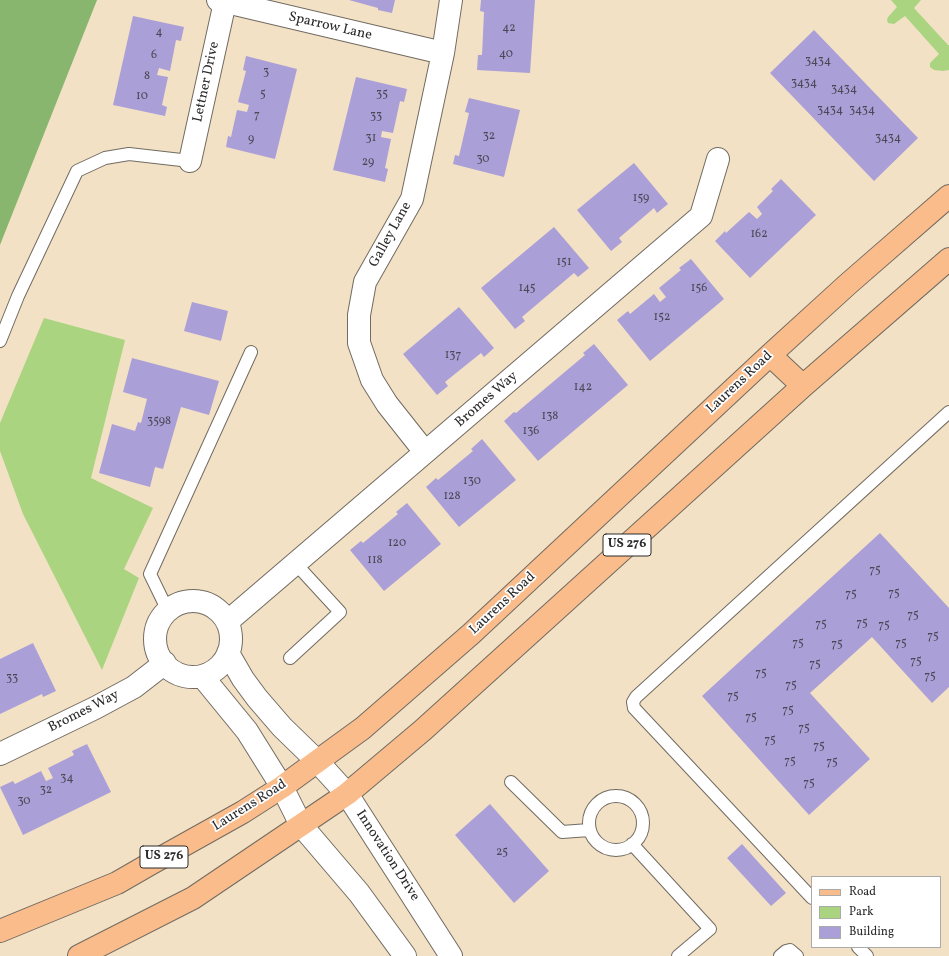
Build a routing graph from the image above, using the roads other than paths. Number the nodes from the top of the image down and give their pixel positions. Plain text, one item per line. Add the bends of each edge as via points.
1 (451, 0) edge
2 (221, 1) edge
3 (443, 53) junction
4 (718, 159) dead end
5 (190, 161) joint
6 (949, 196) edge
7 (949, 259) edge
8 (0, 341) edge
9 (250, 352) dead end
10 (770, 355) junction
11 (803, 386) junction
12 (949, 412) edge
13 (425, 452) junction
14 (296, 563) junction
15 (168, 611) junction
16 (227, 622) junction
17 (228, 653) junction
18 (290, 658) dead end
19 (165, 663) junction
20 (202, 676) junction
21 (0, 754) edge
22 (317, 761) junction
23 (511, 782) dead end
24 (282, 787) junction
25 (347, 794) junction
26 (302, 825) junction
27 (589, 830) junction
28 (632, 844) junction
29 (811, 897) edge
30 (0, 930) edge
31 (859, 948) edge
32 (79, 956) edge
33 (404, 956) edge
34 (451, 956) edge
35 (678, 956) edge
36 (780, 956) edge
37 (797, 956) edge
38 (866, 956) edge

1 - 3 street, Galley Lane
2 - 3 street, Sparrow Lane
2 - 5 street, Lettner Drive
3 - 13 street, Galley Lane via 412,199 365,282 359,315 359,343 372,380 387,404
4 - 13 street, Bromes Way via 700,216
5 - 8 lane via 129,154 105,158 77,171 18,296
6 - 10 main road, Laurens Road / US 276
7 - 11 main road, US 276
9 - 15 lane via 150,574
10 - 11 main road
10 - 22 main road, Laurens Road / US 276 via 471,634 363,728
11 - 25 main road, US 276 via 423,730
12 - 29 lane via 633,702 634,708
13 - 14 street, Bromes Way
14 - 16 street, Bromes Way
14 - 18 lane via 340,612
15 - 16 street via 176,605 194,601 213,607
15 - 19 street via 157,626 155,636 156,648
16 - 17 street via 231,641
17 - 20 street via 213,671
17 - 22 street, Innovation Drive via 257,698
19 - 20 street via 178,674
19 - 21 street, Bromes Way via 134,687
20 - 24 street via 247,731
22 - 24 main road, Laurens Road / US 276
22 - 25 street, Innovation Drive
23 - 27 lane via 562,832
24 - 26 street
24 - 30 main road, Laurens Road / US 276 via 117,883
25 - 26 main road, US 276
25 - 34 street, Innovation Drive
26 - 32 main road, US 276 via 193,898
26 - 33 street via 359,893
27 - 28 lane via 596,841 607,849 620,850
27 - 28 lane via 595,807 603,799 620,797 636,805 641,812 642,830
28 - 35 lane via 710,929
31 - 38 lane
36 - 37 lane via 786,950 790,950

▶ [ASSIGNED TASK]:
The entries above must be output exactly, with every image left out.

▶ [EXERCISE OUTPUT]:
Build a routing graph from the image above, using the roads other than paths. Number the nodes from the top of the image down and give their pixel positions. Plain text, one item per line. Add the bends of each edge as via points.
1 (451, 0) edge
2 (221, 1) edge
3 (443, 53) junction
4 (718, 159) dead end
5 (190, 161) joint
6 (949, 196) edge
7 (949, 259) edge
8 (0, 341) edge
9 (250, 352) dead end
10 (770, 355) junction
11 (803, 386) junction
12 (949, 412) edge
13 (425, 452) junction
14 (296, 563) junction
15 (168, 611) junction
16 (227, 622) junction
17 (228, 653) junction
18 (290, 658) dead end
19 (165, 663) junction
20 (202, 676) junction
21 (0, 754) edge
22 (317, 761) junction
23 (511, 782) dead end
24 (282, 787) junction
25 (347, 794) junction
26 (302, 825) junction
27 (589, 830) junction
28 (632, 844) junction
29 (811, 897) edge
30 (0, 930) edge
31 (859, 948) edge
32 (79, 956) edge
33 (404, 956) edge
34 (451, 956) edge
35 (678, 956) edge
36 (780, 956) edge
37 (797, 956) edge
38 (866, 956) edge

1 - 3 street, Galley Lane
2 - 3 street, Sparrow Lane
2 - 5 street, Lettner Drive
3 - 13 street, Galley Lane via 412,199 365,282 359,315 359,343 372,380 387,404
4 - 13 street, Bromes Way via 700,216
5 - 8 lane via 129,154 105,158 77,171 18,296
6 - 10 main road, Laurens Road / US 276
7 - 11 main road, US 276
9 - 15 lane via 150,574
10 - 11 main road
10 - 22 main road, Laurens Road / US 276 via 471,634 363,728
11 - 25 main road, US 276 via 423,730
12 - 29 lane via 633,702 634,708
13 - 14 street, Bromes Way
14 - 16 street, Bromes Way
14 - 18 lane via 340,612
15 - 16 street via 176,605 194,601 213,607
15 - 19 street via 157,626 155,636 156,648
16 - 17 street via 231,641
17 - 20 street via 213,671
17 - 22 street, Innovation Drive via 257,698
19 - 20 street via 178,674
19 - 21 street, Bromes Way via 134,687
20 - 24 street via 247,731
22 - 24 main road, Laurens Road / US 276
22 - 25 street, Innovation Drive
23 - 27 lane via 562,832
24 - 26 street
24 - 30 main road, Laurens Road / US 276 via 117,883
25 - 26 main road, US 276
25 - 34 street, Innovation Drive
26 - 32 main road, US 276 via 193,898
26 - 33 street via 359,893
27 - 28 lane via 596,841 607,849 620,850
27 - 28 lane via 595,807 603,799 620,797 636,805 641,812 642,830
28 - 35 lane via 710,929
31 - 38 lane
36 - 37 lane via 786,950 790,950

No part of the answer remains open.